Early class expansions didn't do much to upset this. They changed the flavour of the party, but not the implied roles (for the most part, Wizard school specialists changed a lot). But with 3/3.5e and especially 5e; there's a lot of crossover on top of some radically different...
...expectations and conceptualizations of *what* fantasy is and what characters should be able to do. D&D isn't a super flexible system though, so it struggles with ever degree of deviation away from its core conceptualization and theory of play. And boy does this post nail...
...it with the issues around religion and the divine classes. Now, I rambled on about this yesterday, and it was pointed out that the "faithless" concepts have been around since 2e at least. And that's fair. But that was also an era when D&D was more fractured as to what it...
...was trying to be. Namely, it was trying to be a model for historical gaming and mythic earth gaming (as seen in the green book series), and trying to be a fantasy game at the same time. Something later editions toned down dramatically. Within the campaign settings though...
...things were pretty tightly defined. Divine magic, in the bulk of situations, came from gods and goddesses. But organized religion is on the outs in the modern day IRL, and this is reflected in game with the doubling down on the deity-less divine classes and in FR...

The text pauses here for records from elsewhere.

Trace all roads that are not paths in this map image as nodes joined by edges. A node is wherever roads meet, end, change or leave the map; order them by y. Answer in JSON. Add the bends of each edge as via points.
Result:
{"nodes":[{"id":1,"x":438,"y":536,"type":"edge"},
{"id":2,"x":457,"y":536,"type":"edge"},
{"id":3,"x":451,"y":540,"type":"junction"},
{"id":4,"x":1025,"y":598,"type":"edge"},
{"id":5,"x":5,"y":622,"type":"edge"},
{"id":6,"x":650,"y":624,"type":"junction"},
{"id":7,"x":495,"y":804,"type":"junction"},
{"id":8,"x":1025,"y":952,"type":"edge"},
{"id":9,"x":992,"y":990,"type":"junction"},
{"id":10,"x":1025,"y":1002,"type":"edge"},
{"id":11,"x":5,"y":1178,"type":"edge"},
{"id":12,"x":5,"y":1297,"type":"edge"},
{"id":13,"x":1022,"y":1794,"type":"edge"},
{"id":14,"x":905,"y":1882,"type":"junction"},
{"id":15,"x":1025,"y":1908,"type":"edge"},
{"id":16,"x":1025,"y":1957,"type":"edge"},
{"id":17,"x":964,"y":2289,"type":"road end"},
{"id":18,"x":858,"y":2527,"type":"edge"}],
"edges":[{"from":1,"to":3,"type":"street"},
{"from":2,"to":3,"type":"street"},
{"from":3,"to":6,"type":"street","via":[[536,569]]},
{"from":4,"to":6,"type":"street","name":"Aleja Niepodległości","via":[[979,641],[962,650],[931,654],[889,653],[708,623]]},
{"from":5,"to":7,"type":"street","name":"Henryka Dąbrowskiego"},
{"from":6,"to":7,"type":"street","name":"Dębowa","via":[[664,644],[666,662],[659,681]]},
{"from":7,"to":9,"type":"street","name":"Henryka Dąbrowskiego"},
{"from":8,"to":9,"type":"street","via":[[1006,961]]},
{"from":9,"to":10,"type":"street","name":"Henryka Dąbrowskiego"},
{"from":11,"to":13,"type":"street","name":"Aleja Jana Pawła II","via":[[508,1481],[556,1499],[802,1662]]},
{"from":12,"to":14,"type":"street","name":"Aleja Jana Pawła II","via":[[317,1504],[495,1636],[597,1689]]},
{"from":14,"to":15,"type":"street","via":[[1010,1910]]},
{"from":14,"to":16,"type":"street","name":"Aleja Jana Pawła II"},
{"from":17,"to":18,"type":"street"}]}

...specifically, the "silence of the gods". I have a huge number of issues with that latter one from a worldbuilding perspective, but that's a different rant.

Anyways, back to spell and task bleed. It's all over the place now. Sometimes it makes sense, but it also calls...
...into question what makes Clerics and Paladins really special anymore? In a lot of ways, they're facing the same issue the Ranger is. They're losing distinction as other classes assume more modularity and the ability to cover them off. And with gods being shuffled off...
...to the side, a lot of the core concepts built into them and their spells are developing some mechanical dissonance.

So yeah, good food for thought.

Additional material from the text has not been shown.